From the entries below, reproduce exactly the line containing "thumb cmc: (144, 185)", the line containing "pinky tip: (157, 161)", and every line in between, with nothing added.

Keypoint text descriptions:
-- Opening Marker --

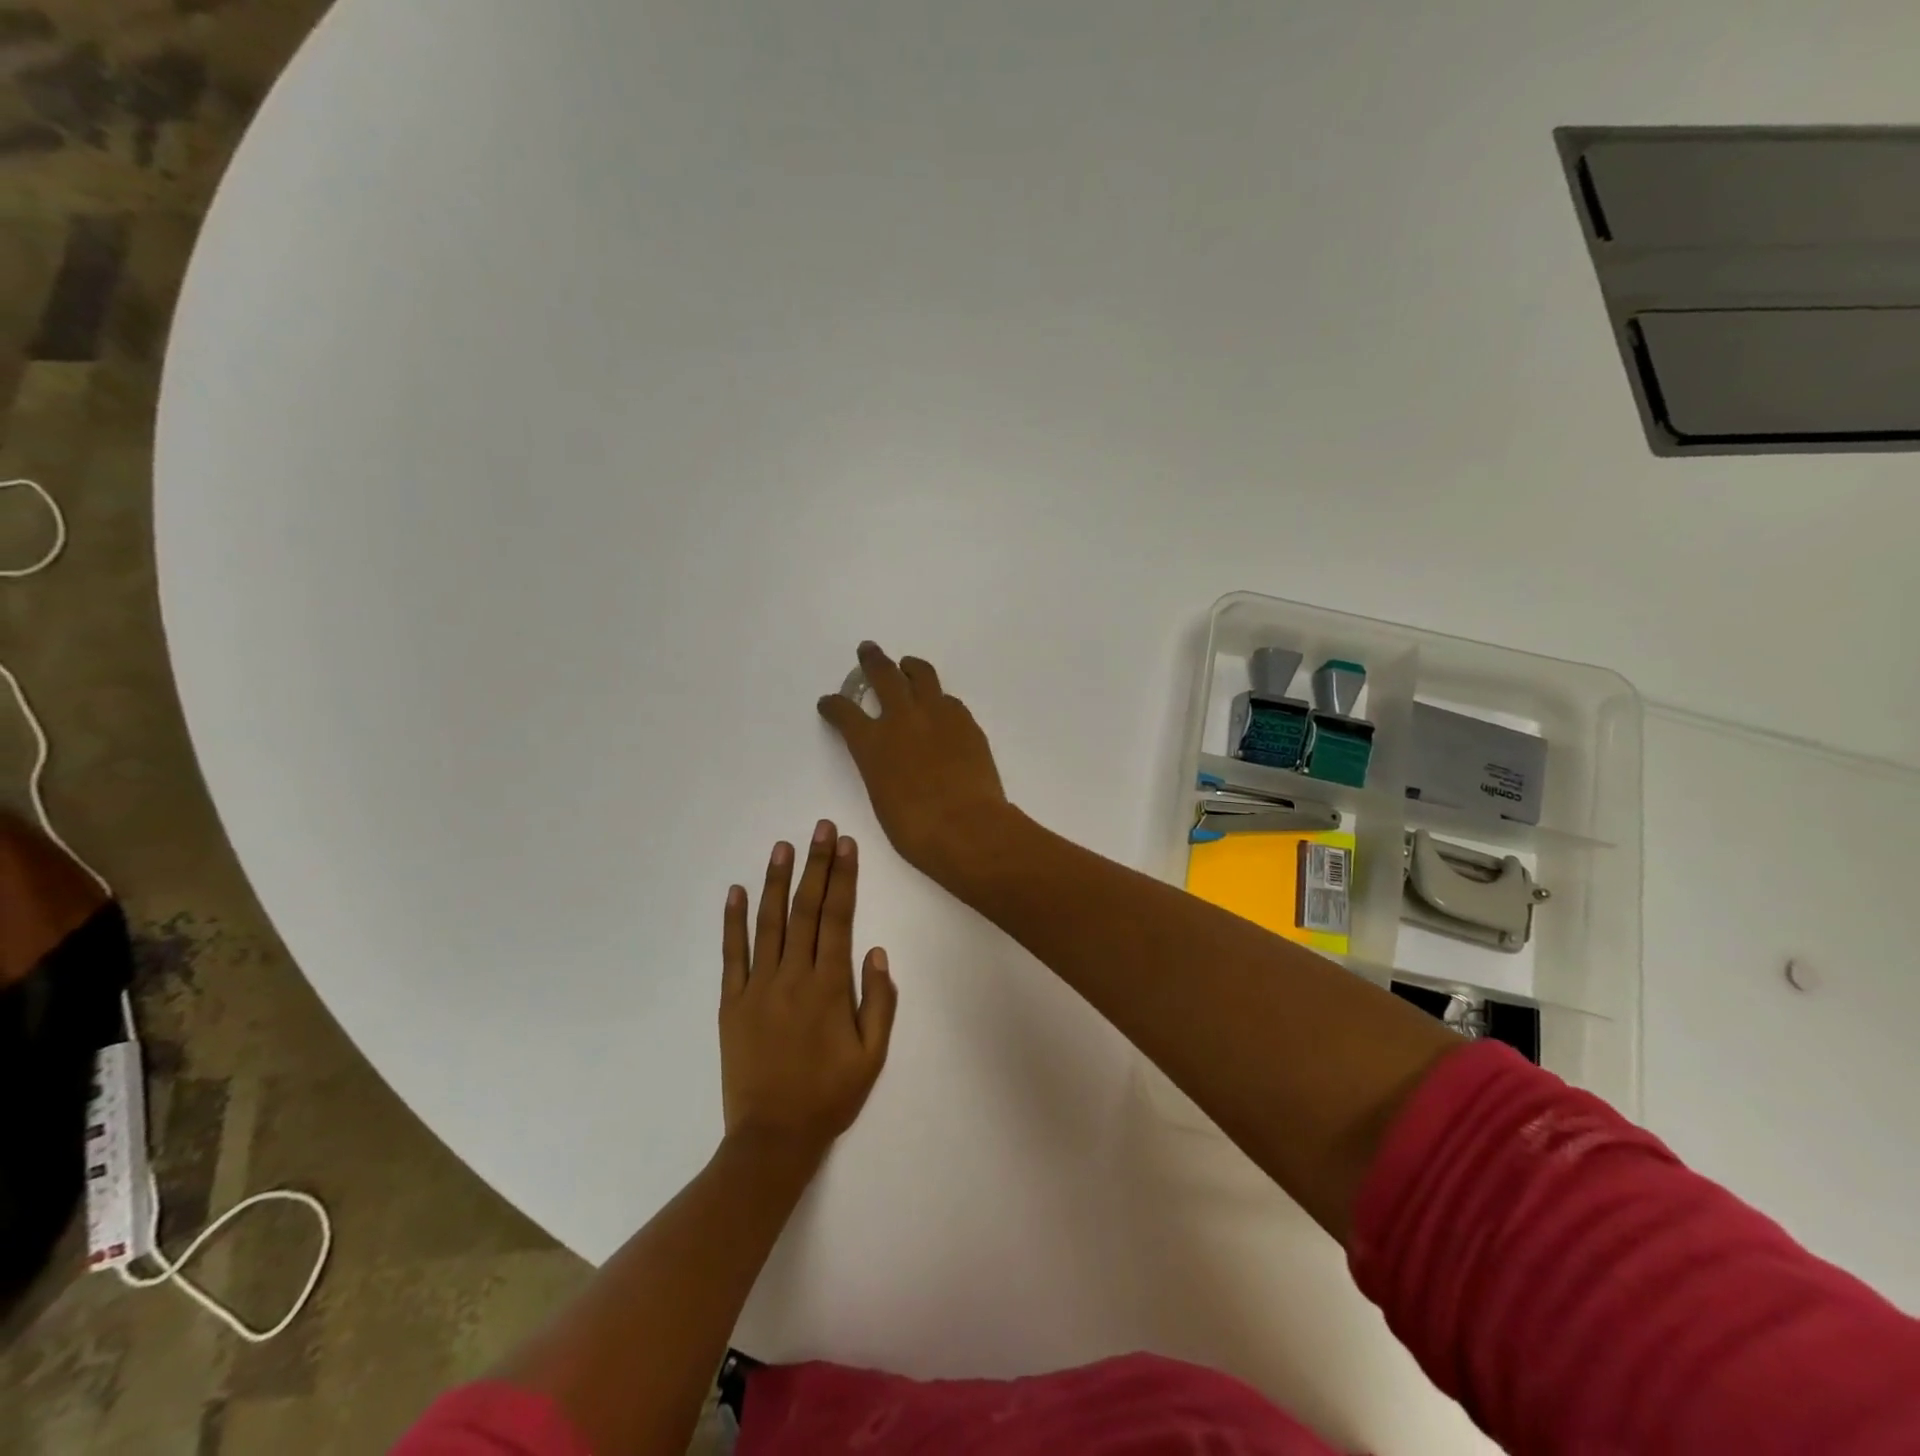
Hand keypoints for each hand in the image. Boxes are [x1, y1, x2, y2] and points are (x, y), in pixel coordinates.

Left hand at [719, 820, 897, 1160]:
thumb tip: (877, 952)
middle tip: (820, 828)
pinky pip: (731, 955)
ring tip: (782, 846)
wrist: (772, 1138)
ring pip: (768, 923)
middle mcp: (793, 976)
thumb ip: (879, 1001)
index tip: (845, 845)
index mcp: (829, 986)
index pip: (839, 918)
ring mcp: (757, 987)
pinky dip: (733, 921)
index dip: (843, 878)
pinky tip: (735, 891)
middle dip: (815, 865)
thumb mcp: (872, 1055)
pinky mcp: (731, 1003)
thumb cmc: (829, 1096)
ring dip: (776, 881)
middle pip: (806, 909)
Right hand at [817, 643, 1012, 881]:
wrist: (967, 827)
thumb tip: (891, 758)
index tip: (829, 702)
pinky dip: (938, 699)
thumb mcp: (882, 798)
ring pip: (921, 675)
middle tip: (868, 650)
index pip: (844, 711)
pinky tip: (940, 707)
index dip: (833, 704)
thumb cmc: (916, 829)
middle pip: (883, 674)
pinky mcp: (966, 721)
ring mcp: (937, 714)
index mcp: (872, 743)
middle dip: (872, 660)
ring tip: (907, 667)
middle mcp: (902, 718)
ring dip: (910, 668)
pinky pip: (948, 700)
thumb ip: (880, 768)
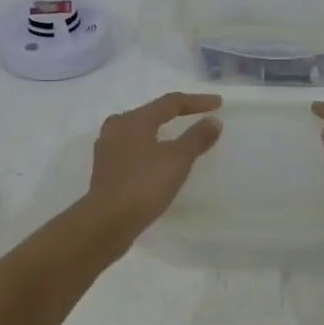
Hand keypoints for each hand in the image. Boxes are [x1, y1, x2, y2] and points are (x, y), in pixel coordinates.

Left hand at [82, 92, 223, 243]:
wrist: (107, 222)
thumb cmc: (144, 185)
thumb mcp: (177, 160)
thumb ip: (197, 138)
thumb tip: (213, 120)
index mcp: (134, 120)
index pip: (170, 102)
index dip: (196, 102)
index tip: (218, 104)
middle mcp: (116, 128)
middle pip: (151, 113)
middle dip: (175, 114)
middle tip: (196, 116)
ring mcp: (107, 149)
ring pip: (139, 132)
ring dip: (160, 132)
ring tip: (178, 138)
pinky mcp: (105, 170)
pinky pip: (132, 149)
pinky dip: (149, 149)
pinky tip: (157, 161)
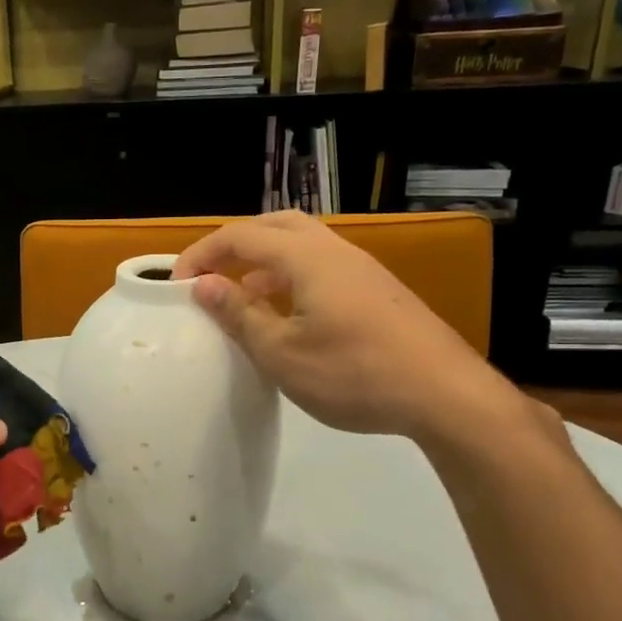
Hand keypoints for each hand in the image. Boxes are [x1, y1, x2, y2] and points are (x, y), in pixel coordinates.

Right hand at [172, 211, 529, 446]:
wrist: (445, 394)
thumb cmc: (353, 373)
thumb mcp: (281, 352)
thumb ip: (239, 314)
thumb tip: (202, 285)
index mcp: (307, 258)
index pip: (241, 236)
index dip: (202, 253)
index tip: (176, 284)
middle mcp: (336, 251)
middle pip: (276, 226)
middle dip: (235, 245)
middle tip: (210, 275)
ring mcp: (362, 269)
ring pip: (302, 246)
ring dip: (264, 262)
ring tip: (243, 297)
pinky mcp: (378, 291)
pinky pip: (322, 268)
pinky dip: (291, 278)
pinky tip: (288, 317)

-- Closing Marker --

Response box:
thumb cmc: (144, 185)
thumb mcp: (177, 160)
thumb ip: (197, 138)
thumb tip: (213, 120)
index mcp: (134, 120)
index pip: (170, 102)
index dip: (196, 102)
index tip: (218, 104)
middle mcp: (116, 128)
middle pip: (151, 113)
middle dip: (175, 114)
middle tip: (196, 116)
ring mcp: (107, 149)
ring pip: (139, 132)
ring dip: (160, 132)
ring tip: (178, 138)
pinky mcp: (105, 170)
pinky pip: (132, 149)
pinky dip: (149, 149)
pinky tip: (157, 161)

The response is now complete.